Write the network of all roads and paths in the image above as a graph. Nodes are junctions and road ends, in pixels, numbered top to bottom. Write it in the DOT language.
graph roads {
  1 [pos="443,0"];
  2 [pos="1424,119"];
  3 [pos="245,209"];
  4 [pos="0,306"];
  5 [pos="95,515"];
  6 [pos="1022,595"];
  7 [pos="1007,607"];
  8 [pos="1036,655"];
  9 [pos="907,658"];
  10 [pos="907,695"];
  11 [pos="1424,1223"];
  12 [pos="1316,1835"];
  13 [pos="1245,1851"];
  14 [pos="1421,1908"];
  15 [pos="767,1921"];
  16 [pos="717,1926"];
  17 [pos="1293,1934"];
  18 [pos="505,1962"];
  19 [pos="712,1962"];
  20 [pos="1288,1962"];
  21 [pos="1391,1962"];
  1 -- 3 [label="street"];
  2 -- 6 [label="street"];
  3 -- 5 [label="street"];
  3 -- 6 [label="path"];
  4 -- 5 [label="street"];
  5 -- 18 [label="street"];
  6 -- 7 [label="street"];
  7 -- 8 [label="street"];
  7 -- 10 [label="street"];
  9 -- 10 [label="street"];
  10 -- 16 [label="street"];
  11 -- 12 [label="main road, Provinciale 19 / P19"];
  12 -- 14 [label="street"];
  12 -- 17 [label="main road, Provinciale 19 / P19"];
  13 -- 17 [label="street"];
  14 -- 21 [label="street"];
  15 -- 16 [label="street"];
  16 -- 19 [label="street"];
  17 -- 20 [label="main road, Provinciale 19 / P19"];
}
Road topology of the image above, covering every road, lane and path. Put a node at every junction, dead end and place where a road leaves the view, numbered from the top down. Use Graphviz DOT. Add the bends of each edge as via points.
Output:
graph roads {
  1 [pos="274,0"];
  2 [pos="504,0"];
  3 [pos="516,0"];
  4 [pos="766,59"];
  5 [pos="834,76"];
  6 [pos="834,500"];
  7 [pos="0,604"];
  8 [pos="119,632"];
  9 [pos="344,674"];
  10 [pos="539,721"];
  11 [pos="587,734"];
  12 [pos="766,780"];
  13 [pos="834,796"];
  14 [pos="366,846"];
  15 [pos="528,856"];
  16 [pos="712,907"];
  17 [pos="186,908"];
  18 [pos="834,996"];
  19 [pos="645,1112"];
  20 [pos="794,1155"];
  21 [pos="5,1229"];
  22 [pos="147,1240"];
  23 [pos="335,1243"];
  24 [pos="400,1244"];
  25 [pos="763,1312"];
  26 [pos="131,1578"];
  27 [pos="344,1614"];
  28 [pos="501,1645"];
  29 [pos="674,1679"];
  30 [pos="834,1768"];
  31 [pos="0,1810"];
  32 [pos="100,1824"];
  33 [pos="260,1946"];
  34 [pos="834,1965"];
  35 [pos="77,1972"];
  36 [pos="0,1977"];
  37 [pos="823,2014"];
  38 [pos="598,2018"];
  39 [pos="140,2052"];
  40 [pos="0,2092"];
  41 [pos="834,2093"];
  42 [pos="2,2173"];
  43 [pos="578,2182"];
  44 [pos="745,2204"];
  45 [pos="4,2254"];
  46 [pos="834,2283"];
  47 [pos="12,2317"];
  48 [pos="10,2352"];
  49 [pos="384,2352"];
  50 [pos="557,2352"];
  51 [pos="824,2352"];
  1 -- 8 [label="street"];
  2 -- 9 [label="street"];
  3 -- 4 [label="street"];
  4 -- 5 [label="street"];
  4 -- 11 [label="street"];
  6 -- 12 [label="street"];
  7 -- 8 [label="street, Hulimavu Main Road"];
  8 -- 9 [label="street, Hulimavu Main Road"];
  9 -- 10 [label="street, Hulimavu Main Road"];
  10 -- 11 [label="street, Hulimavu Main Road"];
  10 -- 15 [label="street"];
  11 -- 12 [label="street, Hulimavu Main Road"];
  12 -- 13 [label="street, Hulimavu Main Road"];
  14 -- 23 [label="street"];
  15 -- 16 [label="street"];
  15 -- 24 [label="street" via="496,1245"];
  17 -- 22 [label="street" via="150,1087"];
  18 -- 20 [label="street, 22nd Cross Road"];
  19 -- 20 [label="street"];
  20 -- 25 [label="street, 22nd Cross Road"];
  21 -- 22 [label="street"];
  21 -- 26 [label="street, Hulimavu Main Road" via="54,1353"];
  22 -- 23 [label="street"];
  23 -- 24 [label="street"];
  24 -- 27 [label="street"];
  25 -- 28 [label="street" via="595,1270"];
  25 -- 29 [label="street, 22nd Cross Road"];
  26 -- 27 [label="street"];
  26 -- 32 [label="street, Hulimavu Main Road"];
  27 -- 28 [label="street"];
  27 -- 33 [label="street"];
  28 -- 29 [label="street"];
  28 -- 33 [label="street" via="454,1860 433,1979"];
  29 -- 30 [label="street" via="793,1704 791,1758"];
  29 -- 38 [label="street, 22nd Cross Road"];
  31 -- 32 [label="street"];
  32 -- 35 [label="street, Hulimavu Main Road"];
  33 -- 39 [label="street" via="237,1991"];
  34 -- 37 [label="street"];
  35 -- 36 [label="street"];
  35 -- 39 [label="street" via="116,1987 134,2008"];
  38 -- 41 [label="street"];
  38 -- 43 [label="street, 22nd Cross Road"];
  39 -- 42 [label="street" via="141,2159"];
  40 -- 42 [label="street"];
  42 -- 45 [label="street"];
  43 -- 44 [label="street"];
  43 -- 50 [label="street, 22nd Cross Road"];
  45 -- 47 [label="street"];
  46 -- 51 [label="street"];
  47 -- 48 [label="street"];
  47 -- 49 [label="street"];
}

------------------------

REQUIRED ACTION: All of the material, restated exactly, is the expected result.

SOLUTION TO THE PROBLEM:
Write the network of all roads and paths in the image above as a graph. Nodes are junctions and road ends, in pixels, numbered top to bottom. Write it in the DOT language.
graph roads {
  1 [pos="443,0"];
  2 [pos="1424,119"];
  3 [pos="245,209"];
  4 [pos="0,306"];
  5 [pos="95,515"];
  6 [pos="1022,595"];
  7 [pos="1007,607"];
  8 [pos="1036,655"];
  9 [pos="907,658"];
  10 [pos="907,695"];
  11 [pos="1424,1223"];
  12 [pos="1316,1835"];
  13 [pos="1245,1851"];
  14 [pos="1421,1908"];
  15 [pos="767,1921"];
  16 [pos="717,1926"];
  17 [pos="1293,1934"];
  18 [pos="505,1962"];
  19 [pos="712,1962"];
  20 [pos="1288,1962"];
  21 [pos="1391,1962"];
  1 -- 3 [label="street"];
  2 -- 6 [label="street"];
  3 -- 5 [label="street"];
  3 -- 6 [label="path"];
  4 -- 5 [label="street"];
  5 -- 18 [label="street"];
  6 -- 7 [label="street"];
  7 -- 8 [label="street"];
  7 -- 10 [label="street"];
  9 -- 10 [label="street"];
  10 -- 16 [label="street"];
  11 -- 12 [label="main road, Provinciale 19 / P19"];
  12 -- 14 [label="street"];
  12 -- 17 [label="main road, Provinciale 19 / P19"];
  13 -- 17 [label="street"];
  14 -- 21 [label="street"];
  15 -- 16 [label="street"];
  16 -- 19 [label="street"];
  17 -- 20 [label="main road, Provinciale 19 / P19"];
}
Road topology of the image above, covering every road, lane and path. Put a node at every junction, dead end and place where a road leaves the view, numbered from the top down. Use Graphviz DOT. Add the bends of each edge as via points.
Output:
graph roads {
  1 [pos="274,0"];
  2 [pos="504,0"];
  3 [pos="516,0"];
  4 [pos="766,59"];
  5 [pos="834,76"];
  6 [pos="834,500"];
  7 [pos="0,604"];
  8 [pos="119,632"];
  9 [pos="344,674"];
  10 [pos="539,721"];
  11 [pos="587,734"];
  12 [pos="766,780"];
  13 [pos="834,796"];
  14 [pos="366,846"];
  15 [pos="528,856"];
  16 [pos="712,907"];
  17 [pos="186,908"];
  18 [pos="834,996"];
  19 [pos="645,1112"];
  20 [pos="794,1155"];
  21 [pos="5,1229"];
  22 [pos="147,1240"];
  23 [pos="335,1243"];
  24 [pos="400,1244"];
  25 [pos="763,1312"];
  26 [pos="131,1578"];
  27 [pos="344,1614"];
  28 [pos="501,1645"];
  29 [pos="674,1679"];
  30 [pos="834,1768"];
  31 [pos="0,1810"];
  32 [pos="100,1824"];
  33 [pos="260,1946"];
  34 [pos="834,1965"];
  35 [pos="77,1972"];
  36 [pos="0,1977"];
  37 [pos="823,2014"];
  38 [pos="598,2018"];
  39 [pos="140,2052"];
  40 [pos="0,2092"];
  41 [pos="834,2093"];
  42 [pos="2,2173"];
  43 [pos="578,2182"];
  44 [pos="745,2204"];
  45 [pos="4,2254"];
  46 [pos="834,2283"];
  47 [pos="12,2317"];
  48 [pos="10,2352"];
  49 [pos="384,2352"];
  50 [pos="557,2352"];
  51 [pos="824,2352"];
  1 -- 8 [label="street"];
  2 -- 9 [label="street"];
  3 -- 4 [label="street"];
  4 -- 5 [label="street"];
  4 -- 11 [label="street"];
  6 -- 12 [label="street"];
  7 -- 8 [label="street, Hulimavu Main Road"];
  8 -- 9 [label="street, Hulimavu Main Road"];
  9 -- 10 [label="street, Hulimavu Main Road"];
  10 -- 11 [label="street, Hulimavu Main Road"];
  10 -- 15 [label="street"];
  11 -- 12 [label="street, Hulimavu Main Road"];
  12 -- 13 [label="street, Hulimavu Main Road"];
  14 -- 23 [label="street"];
  15 -- 16 [label="street"];
  15 -- 24 [label="street" via="496,1245"];
  17 -- 22 [label="street" via="150,1087"];
  18 -- 20 [label="street, 22nd Cross Road"];
  19 -- 20 [label="street"];
  20 -- 25 [label="street, 22nd Cross Road"];
  21 -- 22 [label="street"];
  21 -- 26 [label="street, Hulimavu Main Road" via="54,1353"];
  22 -- 23 [label="street"];
  23 -- 24 [label="street"];
  24 -- 27 [label="street"];
  25 -- 28 [label="street" via="595,1270"];
  25 -- 29 [label="street, 22nd Cross Road"];
  26 -- 27 [label="street"];
  26 -- 32 [label="street, Hulimavu Main Road"];
  27 -- 28 [label="street"];
  27 -- 33 [label="street"];
  28 -- 29 [label="street"];
  28 -- 33 [label="street" via="454,1860 433,1979"];
  29 -- 30 [label="street" via="793,1704 791,1758"];
  29 -- 38 [label="street, 22nd Cross Road"];
  31 -- 32 [label="street"];
  32 -- 35 [label="street, Hulimavu Main Road"];
  33 -- 39 [label="street" via="237,1991"];
  34 -- 37 [label="street"];
  35 -- 36 [label="street"];
  35 -- 39 [label="street" via="116,1987 134,2008"];
  38 -- 41 [label="street"];
  38 -- 43 [label="street, 22nd Cross Road"];
  39 -- 42 [label="street" via="141,2159"];
  40 -- 42 [label="street"];
  42 -- 45 [label="street"];
  43 -- 44 [label="street"];
  43 -- 50 [label="street, 22nd Cross Road"];
  45 -- 47 [label="street"];
  46 -- 51 [label="street"];
  47 -- 48 [label="street"];
  47 -- 49 [label="street"];
}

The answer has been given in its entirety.